I listened to the show and colored or like 6 hours. Not sure. It was very hard to make myself stop and eat something. So I didn’t stop til like 1 in the morning.
Of the self-soothing strategies, coloring in my mandalas is a really good one. I’m fine with using that as my obsessive/compulsive compulsion. It’s the new organizing your house!
Possibly stranger than the coloring, the show I was watching is called “Fatal Attractions.” Each episode features two or three stories about a particular kind of animal, and how its hubristic owner is mauled or eaten by it.
It’s so relaxing.
In every story, there is clearly no one to be blamed but the dumbass who thought his hyena/cobra/tiger/hippo was totally safe because he loved his hyena/cobra/tiger/hippo. In every story, the narrator says things like, “His luck was about to run out,” or “as luck would have it.” In most stories, a friend or relative of the person who loves his hyena/cobra/tiger/hippo says something like, “I couldn’t keep [dumbass] from being with his [hyena/cobra/tiger/hippo], because that was his whole life. He wouldn’t be himself if he didn’t get to [care for/feed/sleep with/swim with/manage the Grindr account of] his [animal who ends up killing him].

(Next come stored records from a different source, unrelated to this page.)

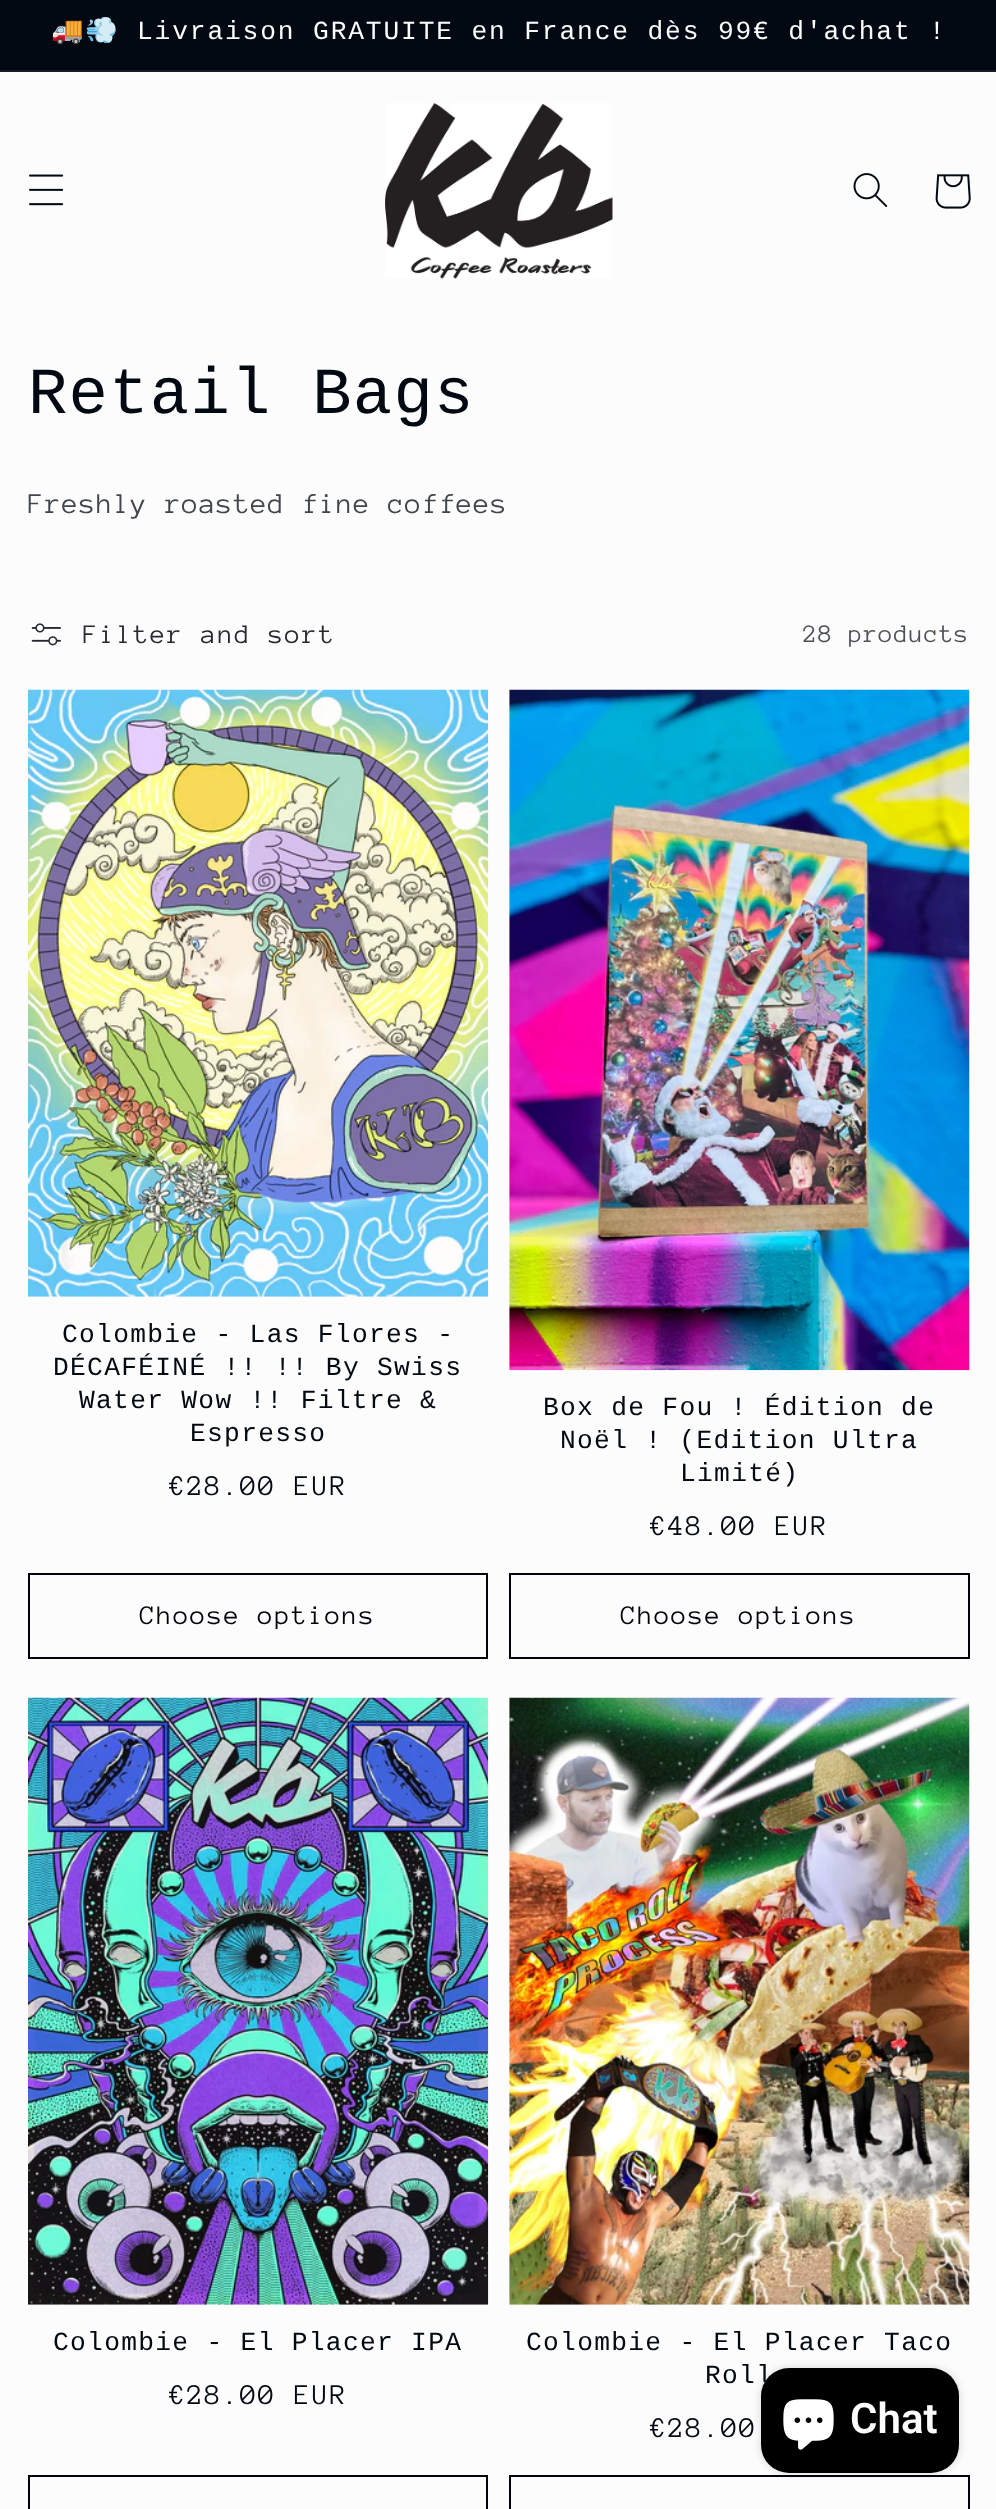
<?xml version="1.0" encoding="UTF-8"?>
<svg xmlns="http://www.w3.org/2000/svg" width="996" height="2509">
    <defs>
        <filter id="blur1" x="-50%" y="-200%" width="200%" height="500%"><feGaussianBlur stdDeviation="4.5"/></filter>
    </defs>
    <rect width="100%" height="100%" fill="#FCFCFC"/>
    <rect x="0" y="0" width="996" height="70" fill="#020912"/>
    <rect x="0" y="70" width="996" height="2" fill="#161C25"/>
    <text x="51" y="39" font-family="Noto Color Emoji" font-size="26.25" letter-spacing="1.85" fill="#FCFCFC">🚚💨</text>
    <text x="137" y="39" font-family="Liberation Mono" font-size="26.25" letter-spacing="1.85" fill="#FCFCFC">Livraison GRATUITE en France dès 99€ d'achat !</text>
    <image x="29" y="174" width="35" height="32" href="img_01.png"/>
    <image x="385" y="103" width="228" height="176" href="img_02.png"/>
    <image x="853" y="173" width="35" height="34" href="img_03.png"/>
    <image x="935" y="174" width="36" height="35" href="img_04.png"/>
    <text x="28" y="413" font-family="Liberation Mono" font-size="65.5" letter-spacing="1.3" fill="#020912">Retail Bags</text>
    <text x="28" y="513" font-family="Anonymous Pro" font-size="29.4" letter-spacing="1.1" fill="#41464D">Freshly roasted fine coffees</text>
    <image x="31" y="623" width="30" height="23" href="img_05.png"/>
    <text x="83" y="643" font-family="Anonymous Pro" font-size="27.5" letter-spacing="1.85" fill="#26292E">Filter and sort</text>
    <text x="803" y="642" font-family="Anonymous Pro" font-size="25.75" letter-spacing="1.1" fill="#4D5258">28 products</text>
    <image x="28" y="689" width="461" height="608" href="img_06.png"/>
    <text x="62" y="1342" font-family="Liberation Mono" font-size="26.25" letter-spacing="1.3" fill="#020912">Colombie - Las Flores -</text>
    <text x="53" y="1375" font-family="Liberation Mono" font-size="26.25" letter-spacing="1.3" fill="#020912">DÉCAFÉINÉ !! !! By Swiss</text>
    <text x="79" y="1408" font-family="Liberation Mono" font-size="26.25" letter-spacing="1.3" fill="#020912">Water Wow !! Filtre &amp;</text>
    <text x="190" y="1441" font-family="Liberation Mono" font-size="26.25" letter-spacing="1.3" fill="#020912">Espresso</text>
    <text x="169" y="1495" font-family="Anonymous Pro" font-size="29.4" letter-spacing="1.85" fill="#020912">€28.00 EUR</text>
    <rect x="29" y="1574" width="458" height="84" fill="none" stroke="#00040A" stroke-width="2"/>
    <text x="140" y="1624" font-family="Anonymous Pro" font-size="27.5" letter-spacing="1.85" fill="#00040A">Choose options</text>
    <image x="509" y="689" width="461" height="682" href="img_07.png"/>
    <text x="543" y="1415" font-family="Liberation Mono" font-size="26.25" letter-spacing="1.3" fill="#020912">Box de Fou ! Édition de</text>
    <text x="560" y="1448" font-family="Liberation Mono" font-size="26.25" letter-spacing="1.3" fill="#020912">Noël ! (Edition Ultra</text>
    <text x="680" y="1481" font-family="Liberation Mono" font-size="26.25" letter-spacing="1.3" fill="#020912">Limité)</text>
    <text x="650" y="1535" font-family="Anonymous Pro" font-size="29.4" letter-spacing="1.85" fill="#020912">€48.00 EUR</text>
    <rect x="510" y="1574" width="459" height="84" fill="none" stroke="#00040A" stroke-width="2"/>
    <text x="621" y="1624" font-family="Anonymous Pro" font-size="27.5" letter-spacing="1.85" fill="#00040A">Choose options</text>
    <image x="28" y="1697" width="461" height="608" href="img_08.png"/>
    <text x="53" y="2350" font-family="Liberation Mono" font-size="26.25" letter-spacing="1.3" fill="#020912">Colombie - El Placer IPA</text>
    <text x="169" y="2404" font-family="Anonymous Pro" font-size="29.4" letter-spacing="1.85" fill="#020912">€28.00 EUR</text>
    <rect x="29" y="2476" width="458" height="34" fill="none" stroke="#00040A" stroke-width="2"/>
    <image x="509" y="1697" width="461" height="608" href="img_09.png"/>
    <text x="526" y="2350" font-family="Liberation Mono" font-size="26.25" letter-spacing="1.3" fill="#020912">Colombie - El Placer Taco</text>
    <text x="705" y="2383" font-family="Liberation Mono" font-size="26.25" letter-spacing="1.3" fill="#020912">Roll</text>
    <text x="650" y="2437" font-family="Anonymous Pro" font-size="29.4" letter-spacing="1.85" fill="#020912">€28.00</text>
    <rect x="510" y="2476" width="459" height="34" fill="none" stroke="#00040A" stroke-width="2"/>
    <rect x="761" y="2368" width="198" height="105" rx="28" fill="#000000" fill-opacity="0.15" filter="url(#blur1)"/>
    <rect x="761" y="2368" width="198" height="105" rx="28" fill="#000000"/>
    <image x="783" y="2399" width="51" height="51" href="img_10.png"/>
    <text x="850" y="2433" font-family="Roboto" font-size="42" font-weight="600" fill="#FCFCFC">Chat</text>
</svg>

I was praying for a show that would engage me so that time stood still. This was that show.
Don’t judge.
The moral of every episode is, don’t keep dangerous animals, dude!
There were some women. But mostly men. From the U.S., Australia, Germany, South Africa.
It’s a perfect catharsis, according to the ancient Greeks:
–an important man (in his own eyes)
–flies too close to the leopard/rattlesnake/lion/crocodile
–CHOMP
–shake head and understand I am actually lucky, though it looks like I’m a person trapped in my home obsessively compulsively coloring in a coloring book
Now, I don’t want to mock the friends and family of the dumbasses (and certainly I have been a dumbass many a time). I figured, though, getting interviewed about their loved one for a TV show might be cathartic for them, too.
The stories are reenacted. That is probably amazing, too, in its own horrible way, but I was busy coloring mandalas, remember.
Another thing that makes this okay is the animal is almost never punished. Sometimes the animal is wounded or killed during the attack, but hey, them’s the breaks, predators. No one blames the animals. Every single person is like, crocs gonna croc.
In a time with no certainty and no clear path forward, storytelling that follows a template is welcome. And we must thank the stars if our coping mechanisms are as harmless as sensational television and coloring books.